Supplied information:
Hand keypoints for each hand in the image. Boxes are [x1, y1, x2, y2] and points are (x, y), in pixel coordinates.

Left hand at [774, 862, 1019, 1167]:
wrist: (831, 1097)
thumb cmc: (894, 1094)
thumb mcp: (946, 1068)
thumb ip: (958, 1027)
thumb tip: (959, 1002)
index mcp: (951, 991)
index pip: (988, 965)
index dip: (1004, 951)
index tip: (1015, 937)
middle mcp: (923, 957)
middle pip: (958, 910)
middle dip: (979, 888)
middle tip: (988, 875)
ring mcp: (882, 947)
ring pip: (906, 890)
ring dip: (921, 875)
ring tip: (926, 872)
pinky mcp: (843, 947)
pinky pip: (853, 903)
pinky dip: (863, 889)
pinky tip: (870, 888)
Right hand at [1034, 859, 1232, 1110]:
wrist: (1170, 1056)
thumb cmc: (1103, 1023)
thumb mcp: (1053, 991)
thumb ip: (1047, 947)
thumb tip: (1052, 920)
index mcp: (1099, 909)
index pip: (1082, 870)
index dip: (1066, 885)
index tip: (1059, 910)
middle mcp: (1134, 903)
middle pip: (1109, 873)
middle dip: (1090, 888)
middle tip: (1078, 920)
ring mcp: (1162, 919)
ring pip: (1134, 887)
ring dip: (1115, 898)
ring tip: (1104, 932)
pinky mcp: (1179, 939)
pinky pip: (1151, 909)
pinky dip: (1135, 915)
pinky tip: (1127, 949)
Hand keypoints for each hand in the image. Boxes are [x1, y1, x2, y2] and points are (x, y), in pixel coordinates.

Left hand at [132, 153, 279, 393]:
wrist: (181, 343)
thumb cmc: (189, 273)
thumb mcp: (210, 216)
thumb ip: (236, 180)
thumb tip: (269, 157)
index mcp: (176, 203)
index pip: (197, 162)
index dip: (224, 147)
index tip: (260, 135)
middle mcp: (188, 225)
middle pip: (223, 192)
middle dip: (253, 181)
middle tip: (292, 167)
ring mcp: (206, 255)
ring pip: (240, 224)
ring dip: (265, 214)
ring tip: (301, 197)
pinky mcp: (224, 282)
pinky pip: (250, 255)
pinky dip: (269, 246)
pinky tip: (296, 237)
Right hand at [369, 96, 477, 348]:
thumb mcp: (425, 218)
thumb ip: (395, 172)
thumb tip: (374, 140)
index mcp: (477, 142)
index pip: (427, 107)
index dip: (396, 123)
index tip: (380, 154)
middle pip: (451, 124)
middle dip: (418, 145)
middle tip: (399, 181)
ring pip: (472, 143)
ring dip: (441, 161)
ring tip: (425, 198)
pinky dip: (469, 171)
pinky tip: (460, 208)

Exercise: Quote only the stretch of lines that starts the data above and ends with the line containing "thumb cmc: (1103, 1023)", both included.

Answer to the exercise:
Hand keypoints for each hand in the image. Boxes are [x1, y1, x2, y2] and points are (x, y), in pixel coordinates.

Left hand at [774, 862, 1019, 1167]:
wrist: (831, 1097)
thumb cmc: (894, 1094)
thumb mcp: (946, 1068)
thumb ip: (958, 1027)
thumb tip: (959, 1002)
index mcp: (951, 991)
index pip: (988, 965)
index dip: (1004, 951)
index tip: (1015, 937)
middle mcp: (923, 957)
middle pip: (958, 910)
middle dip: (979, 888)
middle tip: (988, 875)
ring mcp: (882, 947)
ring pip: (906, 890)
ring dip: (921, 875)
ring tip: (926, 872)
pinky mcp: (843, 947)
pinky pip: (853, 903)
pinky dip: (863, 889)
pinky tip: (870, 888)
Right hand at [1034, 859, 1232, 1110]:
wrist: (1170, 1056)
thumb cmc: (1103, 1023)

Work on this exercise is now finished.